▶ [Your instructions]:
Whenever a line in the data contains "roads", show that line.

▶ [Listed records]:
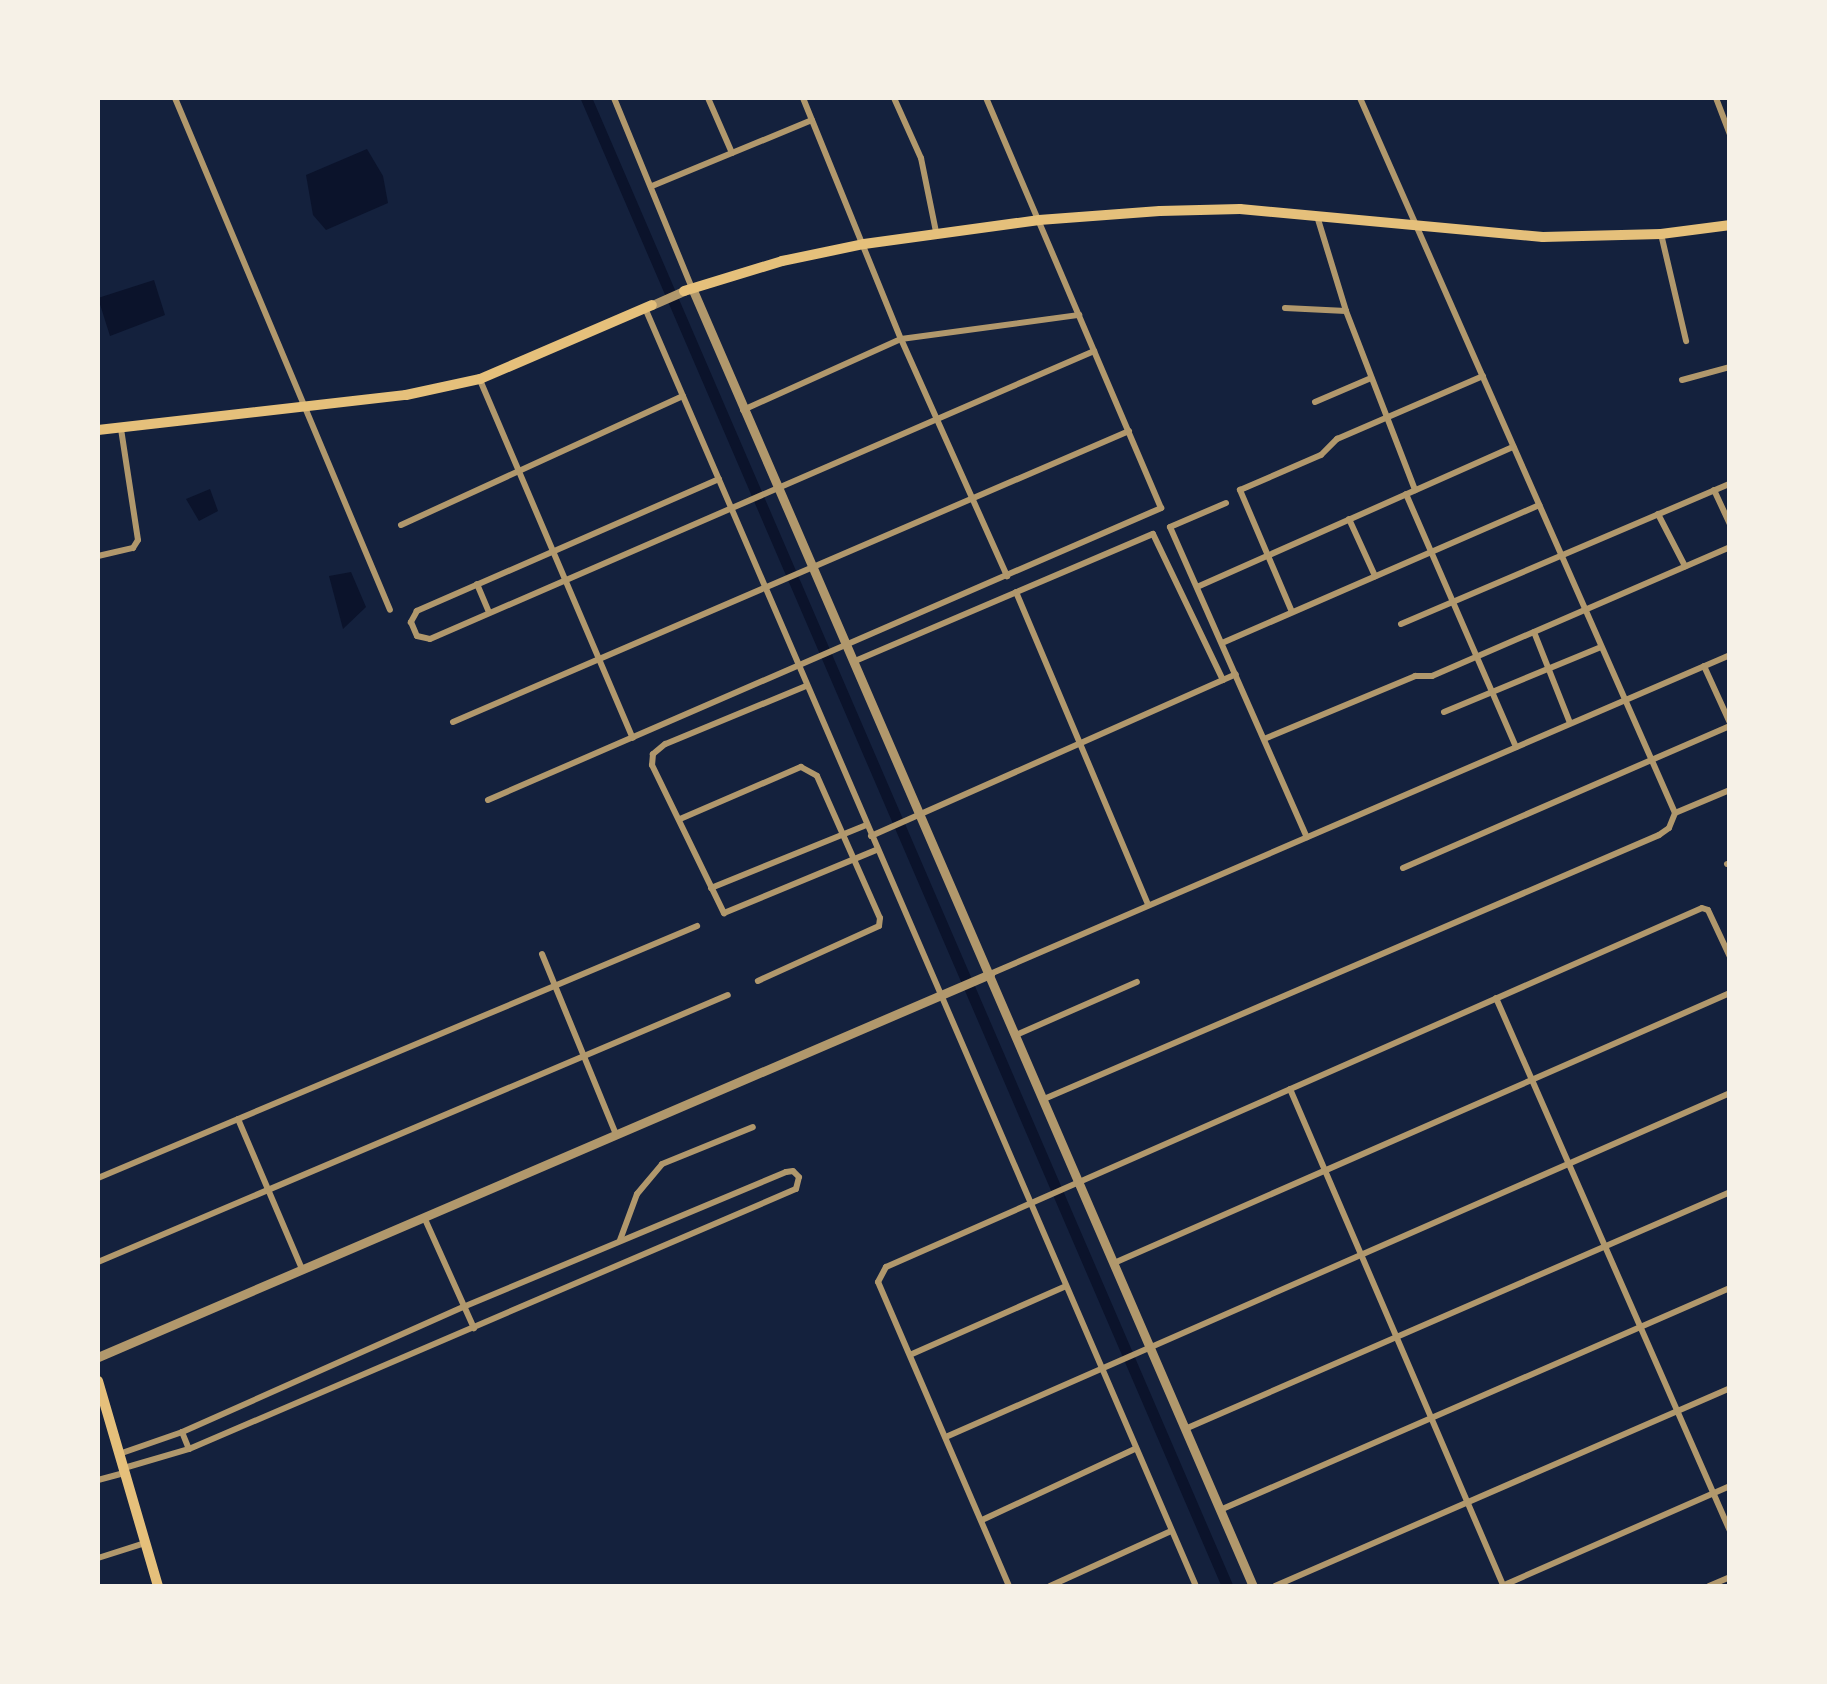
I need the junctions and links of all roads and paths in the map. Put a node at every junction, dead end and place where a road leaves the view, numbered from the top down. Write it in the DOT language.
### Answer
graph roads {
  1 [pos="175,98"];
  2 [pos="614,98"];
  3 [pos="708,98"];
  4 [pos="803,98"];
  5 [pos="894,98"];
  6 [pos="986,98"];
  7 [pos="1360,98"];
  8 [pos="1716,98"];
  9 [pos="812,120"];
  10 [pos="1728,122"];
  11 [pos="1730,135"];
  12 [pos="732,153"];
  13 [pos="652,186"];
  14 [pos="1317,215"];
  15 [pos="1040,220"];
  16 [pos="1414,224"];
  17 [pos="1730,225"];
  18 [pos="936,232"];
  19 [pos="1661,234"];
  20 [pos="864,244"];
  21 [pos="688,289"];
  22 [pos="649,306"];
  23 [pos="1286,308"];
  24 [pos="1346,312"];
  25 [pos="1078,315"];
  26 [pos="902,340"];
  27 [pos="1686,341"];
  28 [pos="1094,351"];
  29 [pos="1730,367"];
  30 [pos="1484,376"];
  31 [pos="1370,378"];
  32 [pos="480,379"];
  33 [pos="1682,380"];
  34 [pos="683,396"];
  35 [pos="1315,402"];
  36 [pos="304,407"];
  37 [pos="743,410"];
  38 [pos="1385,417"];
  39 [pos="936,418"];
  40 [pos="121,429"];
  41 [pos="98,430"];
  42 [pos="1129,430"];
  43 [pos="1513,447"];
  44 [pos="518,470"];
  45 [pos="718,479"];
  46 [pos="1730,484"];
  47 [pos="775,486"];
  48 [pos="1415,490"];
  49 [pos="1714,490"];
  50 [pos="1406,494"];
  51 [pos="972,498"];
  52 [pos="1226,503"];
  53 [pos="732,505"];
  54 [pos="1539,505"];
  55 [pos="1658,514"];
  56 [pos="1348,519"];
  57 [pos="1730,524"];
  58 [pos="402,525"];
  59 [pos="1730,547"];
  60 [pos="553,550"];
  61 [pos="1430,552"];
  62 [pos="1266,554"];
  63 [pos="98,556"];
  64 [pos="1561,556"];
  65 [pos="1685,566"];
  66 [pos="811,567"];
  67 [pos="1007,576"];
  68 [pos="1375,576"];
  69 [pos="565,578"];
  70 [pos="478,584"];
  71 [pos="767,586"];
  72 [pos="1197,587"];
  73 [pos="1016,592"];
  74 [pos="1452,602"];
  75 [pos="390,610"];
  76 [pos="1584,610"];
  77 [pos="490,612"];
  78 [pos="1292,612"];
  79 [pos="1401,624"];
  80 [pos="1534,632"];
  81 [pos="1222,642"];
  82 [pos="845,646"];
  83 [pos="1601,647"];
  84 [pos="1730,655"];
  85 [pos="1476,657"];
  86 [pos="599,658"];
  87 [pos="855,661"];
  88 [pos="798,666"];
  89 [pos="1704,666"];
  90 [pos="1548,669"];
  91 [pos="1236,674"];
  92 [pos="1223,680"];
  93 [pos="806,686"];
  94 [pos="1492,692"];
  95 [pos="1624,700"];
  96 [pos="1444,712"];
  97 [pos="453,722"];
  98 [pos="1570,724"];
  99 [pos="1730,724"];
  100 [pos="633,738"];
  101 [pos="1264,739"];
  102 [pos="1081,741"];
  103 [pos="1516,746"];
  104 [pos="1649,758"];
  105 [pos="1730,790"];
  106 [pos="488,800"];
  107 [pos="920,811"];
  108 [pos="1675,813"];
  109 [pos="680,819"];
  110 [pos="866,825"];
  111 [pos="843,834"];
  112 [pos="870,836"];
  113 [pos="1307,837"];
  114 [pos="876,850"];
  115 [pos="853,860"];
  116 [pos="1403,868"];
  117 [pos="711,888"];
  118 [pos="1148,906"];
  119 [pos="697,926"];
  120 [pos="542,954"];
  121 [pos="1730,958"];
  122 [pos="985,976"];
  123 [pos="758,981"];
  124 [pos="1138,982"];
  125 [pos="555,986"];
  126 [pos="1730,993"];
  127 [pos="942,994"];
  128 [pos="728,996"];
  129 [pos="1496,998"];
  130 [pos="1016,1035"];
  131 [pos="584,1056"];
  132 [pos="1532,1080"];
  133 [pos="1290,1088"];
  134 [pos="1730,1093"];
  135 [pos="1044,1100"];
  136 [pos="238,1119"];
  137 [pos="753,1127"];
  138 [pos="616,1134"];
  139 [pos="1568,1164"];
  140 [pos="1326,1171"];
  141 [pos="98,1178"];
  142 [pos="1075,1183"];
  143 [pos="268,1190"];
  144 [pos="1730,1192"];
  145 [pos="1027,1204"];
  146 [pos="424,1217"];
  147 [pos="620,1242"];
  148 [pos="1605,1247"];
  149 [pos="1362,1255"];
  150 [pos="98,1262"];
  151 [pos="1114,1263"];
  152 [pos="302,1269"];
  153 [pos="1064,1287"];
  154 [pos="1730,1288"];
  155 [pos="463,1306"];
  156 [pos="1640,1327"];
  157 [pos="474,1328"];
  158 [pos="1397,1337"];
  159 [pos="1147,1349"];
  160 [pos="912,1354"];
  161 [pos="98,1357"];
  162 [pos="1103,1368"];
  163 [pos="98,1388"];
  164 [pos="1730,1388"];
  165 [pos="1677,1411"];
  166 [pos="1432,1418"];
  167 [pos="1185,1429"];
  168 [pos="182,1432"];
  169 [pos="948,1436"];
  170 [pos="1135,1448"];
  171 [pos="189,1449"];
  172 [pos="119,1454"];
  173 [pos="124,1470"];
  174 [pos="98,1480"];
  175 [pos="1730,1486"];
  176 [pos="1713,1493"];
  177 [pos="1468,1502"];
  178 [pos="1220,1510"];
  179 [pos="982,1521"];
  180 [pos="1730,1531"];
  181 [pos="1171,1532"];
  182 [pos="145,1542"];
  183 [pos="98,1558"];
  184 [pos="1730,1578"];
  185 [pos="158,1586"];
  186 [pos="1010,1586"];
  187 [pos="1050,1586"];
  188 [pos="1196,1586"];
  189 [pos="1253,1586"];
  190 [pos="1275,1586"];
  191 [pos="1501,1586"];
  192 [pos="1709,1586"];
  1 -- 36 [label="street"];
  2 -- 13 [label="street"];
  3 -- 12 [label="street"];
  4 -- 9 [label="street"];
  5 -- 18 [label="street"];
  6 -- 15 [label="street"];
  7 -- 16 [label="street"];
  8 -- 10 [label="street"];
  9 -- 12 [label="street"];
  9 -- 20 [label="street"];
  10 -- 11 [label="street"];
  12 -- 13 [label="street"];
  13 -- 21 [label="street"];
  14 -- 15 [label="main road"];
  14 -- 16 [label="main road"];
  14 -- 24 [label="street"];
  15 -- 18 [label="main road"];
  15 -- 25 [label="street"];
  16 -- 19 [label="main road"];
  16 -- 30 [label="street"];
  17 -- 19 [label="main road"];
  18 -- 20 [label="main road"];
  19 -- 27 [label="street"];
  20 -- 21 [label="main road"];
  20 -- 26 [label="street"];
  21 -- 22 [label="street"];
  21 -- 37 [label="street"];
  22 -- 32 [label="main road"];
  22 -- 34 [label="street"];
  23 -- 24 [label="street"];
  24 -- 31 [label="street"];
  25 -- 26 [label="street"];
  25 -- 28 [label="street"];
  26 -- 37 [label="street"];
  26 -- 39 [label="street"];
  28 -- 39 [label="street"];
  28 -- 42 [label="street"];
  29 -- 33 [label="street"];
  30 -- 38 [label="street"];
  30 -- 43 [label="street"];
  31 -- 35 [label="street"];
  31 -- 38 [label="street"];
  32 -- 36 [label="main road"];
  32 -- 44 [label="street"];
  34 -- 44 [label="street"];
  34 -- 45 [label="street"];
  36 -- 40 [label="main road"];
  36 -- 75 [label="street"];
  37 -- 47 [label="street"];
  38 -- 48 [label="street"];
  38 -- 62 [label="street"];
  39 -- 47 [label="street"];
  39 -- 51 [label="street"];
  40 -- 41 [label="main road"];
  40 -- 63 [label="street"];
  42 -- 51 [label="street"];
  42 -- 67 [label="street"];
  43 -- 48 [label="street"];
  43 -- 54 [label="street"];
  44 -- 58 [label="street"];
  44 -- 60 [label="street"];
  45 -- 53 [label="street"];
  45 -- 60 [label="street"];
  46 -- 49 [label="street"];
  47 -- 53 [label="street"];
  47 -- 66 [label="street"];
  48 -- 50 [label="street"];
  49 -- 55 [label="street"];
  49 -- 57 [label="street"];
  50 -- 56 [label="street"];
  50 -- 61 [label="street"];
  51 -- 66 [label="street"];
  51 -- 67 [label="street"];
  52 -- 72 [label="street"];
  53 -- 69 [label="street"];
  53 -- 71 [label="street"];
  54 -- 61 [label="street"];
  54 -- 64 [label="street"];
  55 -- 64 [label="street"];
  55 -- 65 [label="street"];
  56 -- 62 [label="street"];
  56 -- 68 [label="street"];
  59 -- 65 [label="street"];
  60 -- 69 [label="street"];
  60 -- 70 [label="street"];
  61 -- 68 [label="street"];
  61 -- 74 [label="street"];
  62 -- 72 [label="street"];
  62 -- 78 [label="street"];
  64 -- 74 [label="street"];
  64 -- 76 [label="street"];
  65 -- 76 [label="street"];
  66 -- 71 [label="street"];
  66 -- 82 [label="street"];
  67 -- 82 [label="street"];
  68 -- 78 [label="street"];
  69 -- 77 [label="street"];
  69 -- 86 [label="street"];
  70 -- 77 [label="street"];
  70 -- 77 [label="street"];
  71 -- 86 [label="street"];
  71 -- 88 [label="street"];
  72 -- 81 [label="street"];
  73 -- 87 [label="street"];
  73 -- 92 [label="street"];
  73 -- 102 [label="street"];
  74 -- 79 [label="street"];
  74 -- 85 [label="street"];
  76 -- 80 [label="street"];
  76 -- 83 [label="street"];
  78 -- 81 [label="street"];
  80 -- 85 [label="street"];
  80 -- 90 [label="street"];
  81 -- 91 [label="street"];
  82 -- 87 [label="street"];
  82 -- 88 [label="street"];
  83 -- 90 [label="street"];
  83 -- 95 [label="street"];
  84 -- 89 [label="street"];
  85 -- 94 [label="street"];
  85 -- 101 [label="street"];
  86 -- 97 [label="street"];
  86 -- 100 [label="street"];
  87 -- 107 [label="street"];
  88 -- 93 [label="street"];
  88 -- 100 [label="street"];
  89 -- 95 [label="street"];
  89 -- 99 [label="street"];
  90 -- 94 [label="street"];
  90 -- 98 [label="street"];
  91 -- 92 [label="street"];
  91 -- 101 [label="street"];
  92 -- 102 [label="street"];
  93 -- 109 [label="street"];
  93 -- 110 [label="street"];
  94 -- 96 [label="street"];
  94 -- 103 [label="street"];
  95 -- 98 [label="street"];
  95 -- 104 [label="street"];
  98 -- 103 [label="street"];
  99 -- 104 [label="street"];
  100 -- 106 [label="street"];
  101 -- 113 [label="street"];
  102 -- 107 [label="street"];
  102 -- 118 [label="street"];
  103 -- 113 [label="street"];
  104 -- 108 [label="street"];
  104 -- 116 [label="street"];
  105 -- 108 [label="street"];
  107 -- 112 [label="street"];
  107 -- 122 [label="street"];
  108 -- 135 [label="street"];
  109 -- 111 [label="street"];
  109 -- 117 [label="street"];
  110 -- 111 [label="street"];
  110 -- 112 [label="street"];
  111 -- 115 [label="street"];
  111 -- 117 [label="street"];
  112 -- 114 [label="street"];
  113 -- 118 [label="street"];
  114 -- 115 [label="street"];
  114 -- 127 [label="street"];
  115 -- 117 [label="street"];
  115 -- 123 [label="street"];
  118 -- 122 [label="street"];
  119 -- 125 [label="street"];
  120 -- 125 [label="street"];
  121 -- 129 [label="street"];
  122 -- 127 [label="street"];
  122 -- 130 [label="street"];
  124 -- 130 [label="street"];
  125 -- 131 [label="street"];
  125 -- 136 [label="street"];
  126 -- 132 [label="street"];
  127 -- 138 [label="street"];
  127 -- 145 [label="street"];
  128 -- 131 [label="street"];
  129 -- 132 [label="street"];
  129 -- 133 [label="street"];
  130 -- 135 [label="street"];
  131 -- 138 [label="street"];
  131 -- 143 [label="street"];
  132 -- 139 [label="street"];
  132 -- 140 [label="street"];
  133 -- 140 [label="street"];
  133 -- 142 [label="street"];
  134 -- 139 [label="street"];
  135 -- 142 [label="street"];
  136 -- 141 [label="street"];
  136 -- 143 [label="street"];
  137 -- 147 [label="street"];
  138 -- 146 [label="street"];
  139 -- 148 [label="street"];
  139 -- 149 [label="street"];
  140 -- 149 [label="street"];
  140 -- 151 [label="street"];
  142 -- 145 [label="street"];
  142 -- 151 [label="street"];
  143 -- 150 [label="street"];
  143 -- 152 [label="street"];
  144 -- 148 [label="street"];
  145 -- 153 [label="street"];
  145 -- 160 [label="street"];
  146 -- 152 [label="street"];
  146 -- 155 [label="street"];
  147 -- 155 [label="street"];
  147 -- 157 [label="street"];
  148 -- 156 [label="street"];
  148 -- 158 [label="street"];
  149 -- 158 [label="street"];
  149 -- 159 [label="street"];
  151 -- 159 [label="street"];
  152 -- 161 [label="street"];
  153 -- 160 [label="street"];
  153 -- 162 [label="street"];
  154 -- 156 [label="street"];
  155 -- 157 [label="street"];
  155 -- 168 [label="street"];
  156 -- 165 [label="street"];
  156 -- 166 [label="street"];
  157 -- 171 [label="street"];
  158 -- 166 [label="street"];
  158 -- 167 [label="street"];
  159 -- 162 [label="street"];
  159 -- 167 [label="street"];
  160 -- 169 [label="street"];
  162 -- 169 [label="street"];
  162 -- 170 [label="street"];
  163 -- 172 [label="main road"];
  164 -- 165 [label="street"];
  165 -- 176 [label="street"];
  165 -- 177 [label="street"];
  166 -- 177 [label="street"];
  166 -- 178 [label="street"];
  167 -- 178 [label="street"];
  168 -- 171 [label="street"];
  168 -- 172 [label="street"];
  169 -- 179 [label="street"];
  170 -- 179 [label="street"];
  170 -- 181 [label="street"];
  171 -- 173 [label="street"];
  172 -- 173 [label="main road"];
  173 -- 174 [label="street"];
  173 -- 182 [label="main road"];
  175 -- 176 [label="street"];
  176 -- 180 [label="street"];
  176 -- 191 [label="street"];
  177 -- 190 [label="street"];
  177 -- 191 [label="street"];
  178 -- 189 [label="street"];
  179 -- 186 [label="street"];
  181 -- 187 [label="street"];
  181 -- 188 [label="street"];
  182 -- 183 [label="street"];
  182 -- 185 [label="main road"];
  184 -- 192 [label="street"];
}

▶ [Your solution]:
I need the junctions and links of all roads and paths in the map. Put a node at every junction, dead end and place where a road leaves the view, numbered from the top down. Write it in the DOT language.
graph roads {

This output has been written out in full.